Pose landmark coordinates
--------------------

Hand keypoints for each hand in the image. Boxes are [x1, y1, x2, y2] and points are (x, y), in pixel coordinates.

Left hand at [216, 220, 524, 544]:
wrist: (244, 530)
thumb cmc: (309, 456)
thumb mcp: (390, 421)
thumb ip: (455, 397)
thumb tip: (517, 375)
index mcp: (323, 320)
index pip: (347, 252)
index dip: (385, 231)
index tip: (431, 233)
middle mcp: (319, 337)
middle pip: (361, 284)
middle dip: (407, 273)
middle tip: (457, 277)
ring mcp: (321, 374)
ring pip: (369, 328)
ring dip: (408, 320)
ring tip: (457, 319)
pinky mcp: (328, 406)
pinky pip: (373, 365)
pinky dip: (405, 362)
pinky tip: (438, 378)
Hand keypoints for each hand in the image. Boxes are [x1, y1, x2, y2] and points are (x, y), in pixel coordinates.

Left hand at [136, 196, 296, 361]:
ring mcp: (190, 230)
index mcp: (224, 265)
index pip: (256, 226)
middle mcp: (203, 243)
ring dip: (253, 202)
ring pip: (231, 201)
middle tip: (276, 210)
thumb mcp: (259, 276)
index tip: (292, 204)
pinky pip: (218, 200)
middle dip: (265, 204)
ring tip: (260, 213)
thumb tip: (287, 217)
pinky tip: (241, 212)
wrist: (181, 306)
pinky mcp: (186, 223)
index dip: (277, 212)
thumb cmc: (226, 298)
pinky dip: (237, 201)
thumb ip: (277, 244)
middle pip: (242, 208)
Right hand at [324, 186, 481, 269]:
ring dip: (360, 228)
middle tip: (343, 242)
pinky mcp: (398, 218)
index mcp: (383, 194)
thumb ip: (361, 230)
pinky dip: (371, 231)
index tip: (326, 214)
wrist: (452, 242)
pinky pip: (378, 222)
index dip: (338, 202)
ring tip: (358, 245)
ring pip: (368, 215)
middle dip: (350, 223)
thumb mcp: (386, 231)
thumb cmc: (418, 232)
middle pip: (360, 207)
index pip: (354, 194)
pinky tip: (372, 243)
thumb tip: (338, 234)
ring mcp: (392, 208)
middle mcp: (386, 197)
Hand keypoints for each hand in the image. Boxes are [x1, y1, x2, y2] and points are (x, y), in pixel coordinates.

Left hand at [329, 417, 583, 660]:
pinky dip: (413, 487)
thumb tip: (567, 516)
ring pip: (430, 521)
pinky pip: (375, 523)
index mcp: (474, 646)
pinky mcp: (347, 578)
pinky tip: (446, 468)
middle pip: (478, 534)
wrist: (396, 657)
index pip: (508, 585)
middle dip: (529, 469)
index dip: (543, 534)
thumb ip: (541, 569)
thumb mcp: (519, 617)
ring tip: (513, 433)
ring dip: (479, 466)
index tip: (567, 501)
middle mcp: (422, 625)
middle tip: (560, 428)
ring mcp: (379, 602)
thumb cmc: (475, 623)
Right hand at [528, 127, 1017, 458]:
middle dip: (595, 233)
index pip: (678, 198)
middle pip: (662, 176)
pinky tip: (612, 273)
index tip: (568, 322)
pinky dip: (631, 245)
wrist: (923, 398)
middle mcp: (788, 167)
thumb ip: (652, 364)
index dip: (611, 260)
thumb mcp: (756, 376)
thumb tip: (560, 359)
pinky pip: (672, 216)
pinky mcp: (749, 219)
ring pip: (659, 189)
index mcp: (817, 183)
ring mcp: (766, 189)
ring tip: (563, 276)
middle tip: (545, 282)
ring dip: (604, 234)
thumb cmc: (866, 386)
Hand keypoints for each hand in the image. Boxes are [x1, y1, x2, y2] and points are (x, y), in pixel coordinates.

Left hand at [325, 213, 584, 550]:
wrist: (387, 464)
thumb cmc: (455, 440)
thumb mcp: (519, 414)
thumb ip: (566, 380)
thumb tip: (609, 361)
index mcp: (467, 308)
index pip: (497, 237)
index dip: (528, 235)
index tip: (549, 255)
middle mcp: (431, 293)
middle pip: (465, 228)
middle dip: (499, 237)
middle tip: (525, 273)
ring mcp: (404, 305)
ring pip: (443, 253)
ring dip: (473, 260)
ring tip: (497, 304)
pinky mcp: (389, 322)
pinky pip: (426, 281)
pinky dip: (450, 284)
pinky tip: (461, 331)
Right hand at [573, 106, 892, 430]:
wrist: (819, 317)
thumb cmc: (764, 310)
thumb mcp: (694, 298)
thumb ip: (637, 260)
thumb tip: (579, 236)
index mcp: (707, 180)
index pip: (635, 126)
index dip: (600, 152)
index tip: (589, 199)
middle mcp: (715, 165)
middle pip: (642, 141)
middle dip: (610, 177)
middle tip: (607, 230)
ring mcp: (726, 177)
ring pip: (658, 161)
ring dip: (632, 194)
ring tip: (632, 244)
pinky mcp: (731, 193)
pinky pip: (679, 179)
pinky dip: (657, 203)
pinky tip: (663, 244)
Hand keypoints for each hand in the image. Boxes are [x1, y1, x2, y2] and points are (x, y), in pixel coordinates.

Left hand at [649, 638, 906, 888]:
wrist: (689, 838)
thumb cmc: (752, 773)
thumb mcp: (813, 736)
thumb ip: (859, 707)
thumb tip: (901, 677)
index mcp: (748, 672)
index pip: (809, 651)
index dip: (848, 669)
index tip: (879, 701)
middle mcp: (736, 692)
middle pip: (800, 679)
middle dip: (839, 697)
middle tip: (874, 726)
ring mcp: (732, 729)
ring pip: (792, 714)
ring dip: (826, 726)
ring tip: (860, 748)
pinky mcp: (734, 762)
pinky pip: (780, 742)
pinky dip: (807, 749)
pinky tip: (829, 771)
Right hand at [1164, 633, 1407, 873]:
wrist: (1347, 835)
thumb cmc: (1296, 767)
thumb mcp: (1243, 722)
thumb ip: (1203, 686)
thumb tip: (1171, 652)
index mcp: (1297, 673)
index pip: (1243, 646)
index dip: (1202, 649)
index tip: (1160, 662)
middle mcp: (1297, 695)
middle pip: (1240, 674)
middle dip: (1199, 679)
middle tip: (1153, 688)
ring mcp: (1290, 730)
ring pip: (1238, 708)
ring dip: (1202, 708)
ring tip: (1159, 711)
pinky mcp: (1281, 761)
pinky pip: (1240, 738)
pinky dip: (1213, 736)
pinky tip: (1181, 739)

--------------------

PROMPT: Each line above should be copied exactly, with no line missing.

PROBLEM SOLUTION:
Hand keypoints for each hand in the image. Boxes are [x1, y1, x2, y2] and points are (x, y), in pixel coordinates.

Left hand at [216, 220, 524, 544]:
wrist: (244, 530)
thumb cmc: (309, 456)
thumb mcp: (390, 421)
thumb ip: (455, 397)
thumb tip: (517, 375)
index mcp: (323, 320)
index pip: (347, 252)
index dip: (385, 231)
index tip: (431, 233)
middle mcp: (319, 337)
middle pip: (361, 284)
middle dip: (407, 273)
middle tip: (457, 277)
ring mcp: (321, 374)
ring pip: (369, 328)
ring dip: (408, 320)
ring tip: (457, 319)
pinky mcp: (328, 406)
pinky pip: (373, 365)
pinky dip: (405, 362)
pinky tip: (438, 378)
Hand keypoints for each hand in the image. Boxes are [x1, y1, x2, y2] and points are (x, y), in pixel coordinates.

Left hand at [136, 196, 296, 361]:
ring mcp: (190, 230)
index mcp: (224, 265)
index pip: (256, 226)
middle mcp: (203, 243)
ring dip: (253, 202)
ring pip: (231, 201)
middle tip: (276, 210)
thumb mcp: (259, 276)
index tip: (292, 204)
pinky pip: (218, 200)
middle dip: (265, 204)
ring tip: (260, 213)
thumb tip: (287, 217)
pinky tip: (241, 212)
wrist: (181, 306)
pinky mcp: (186, 223)
index dip: (277, 212)
thumb cmc: (226, 298)
pinky dip: (237, 201)
thumb ip: (277, 244)
middle pip: (242, 208)
Right hand at [324, 186, 481, 269]:
ring dip: (360, 228)
middle tip: (343, 242)
pinky mcp: (398, 218)
index mcp: (383, 194)
thumb ip: (361, 230)
pinky dip: (371, 231)
index tip: (326, 214)
wrist: (452, 242)
pinky pip: (378, 222)
index dip: (338, 202)
ring tip: (358, 245)
ring pip: (368, 215)
middle dip: (350, 223)
thumb mcp: (386, 231)
thumb cmc: (418, 232)
middle pip: (360, 207)
index pip: (354, 194)
pinky tip: (372, 243)
thumb tip: (338, 234)
ring mcp: (392, 208)
middle mcp: (386, 197)
Hand keypoints for each hand in the image. Boxes are [x1, y1, x2, y2] and points are (x, y), in pixel coordinates.

Left hand at [329, 417, 583, 660]:
pinky dip: (413, 487)
thumb tip: (567, 516)
ring pip: (430, 521)
pinky pip: (375, 523)
index mcp: (474, 646)
pinky mcp: (347, 578)
pinky tip: (446, 468)
middle pip: (478, 534)
wrist: (396, 657)
index pip: (508, 585)
middle dip: (529, 469)
index dip: (543, 534)
thumb ip: (541, 569)
thumb mcp: (519, 617)
ring tip: (513, 433)
ring dip: (479, 466)
index tip: (567, 501)
middle mcp: (422, 625)
middle tip: (560, 428)
ring mcp: (379, 602)
thumb cmc: (475, 623)
Right hand at [528, 127, 1017, 458]:
middle dip: (595, 233)
index pip: (678, 198)
middle pip: (662, 176)
pinky tip: (612, 273)
index tip: (568, 322)
pinky dip: (631, 245)
wrist: (923, 398)
middle mcp: (788, 167)
thumb ip: (652, 364)
index dip: (611, 260)
thumb mcp: (756, 376)
thumb tip: (560, 359)
pinky pip: (672, 216)
pinky mcp: (749, 219)
ring pip: (659, 189)
index mcp: (817, 183)
ring mcp: (766, 189)
ring tip: (563, 276)
middle tip: (545, 282)
ring dip: (604, 234)
thumb cmc: (866, 386)
Hand keypoints for each hand in the image. Boxes are [x1, y1, x2, y2] and points are (x, y), in pixel coordinates.

Left hand at [325, 213, 584, 550]:
wrist: (387, 464)
thumb cmc: (455, 440)
thumb mcp: (519, 414)
thumb ip: (566, 380)
thumb tip: (609, 361)
index mcp: (467, 308)
index pip: (497, 237)
index dip: (528, 235)
index tip: (549, 255)
middle mcp: (431, 293)
middle pip: (465, 228)
middle dip: (499, 237)
middle tip: (525, 273)
ring mcp: (404, 305)
ring pip: (443, 253)
ring dip: (473, 260)
ring tip: (497, 304)
pinky mcp: (389, 322)
pinky pip: (426, 281)
pinky dip: (450, 284)
pinky tip: (461, 331)
Right hand at [573, 106, 892, 430]:
wrist: (819, 317)
thumb cmc: (764, 310)
thumb mcp: (694, 298)
thumb ip: (637, 260)
thumb tip: (579, 236)
index mcp: (707, 180)
index pip: (635, 126)
index dip: (600, 152)
index tip: (589, 199)
middle mcp: (715, 165)
middle pip: (642, 141)
middle dip: (610, 177)
middle tip: (607, 230)
ring mcp: (726, 177)
ring pip: (658, 161)
ring dip: (632, 194)
ring tip: (632, 244)
pinky mcp: (731, 193)
pinky pip: (679, 179)
pinky dip: (657, 203)
pinky tip: (663, 244)
Hand keypoints for each hand in the image. Boxes are [x1, y1, x2, y2] and points are (x, y), in pixel coordinates.

Left hand at [649, 638, 906, 888]:
wrist: (689, 838)
thumb cmc: (752, 773)
thumb mcp: (813, 736)
thumb ip: (859, 707)
thumb tip: (901, 677)
index mcp: (748, 672)
index pip: (809, 651)
index dip: (848, 669)
index tip: (879, 701)
middle mcp: (736, 692)
middle pip: (800, 679)
middle dip: (839, 697)
middle tip: (874, 726)
ring mcp: (732, 729)
ring pip: (792, 714)
ring dip: (826, 726)
ring tip: (860, 748)
pinky mcp: (734, 762)
pinky pip: (780, 742)
pinky dip: (807, 749)
pinky tip: (829, 771)
Right hand at [1164, 633, 1407, 873]:
wrist: (1347, 835)
thumb cmc: (1296, 767)
thumb mcp: (1243, 722)
thumb ip: (1203, 686)
thumb tip: (1171, 652)
index mcp: (1297, 673)
index pip: (1243, 646)
index dip: (1202, 649)
index tip: (1160, 662)
middle mcp: (1297, 695)
middle pip: (1240, 674)
middle dip: (1199, 679)
middle tip: (1153, 688)
ring mcp: (1290, 730)
ring pip: (1238, 708)
ring dip: (1202, 708)
ring tip: (1159, 711)
pinky mcp: (1281, 761)
pinky pip: (1240, 738)
pinky dip: (1213, 736)
pinky tip: (1181, 739)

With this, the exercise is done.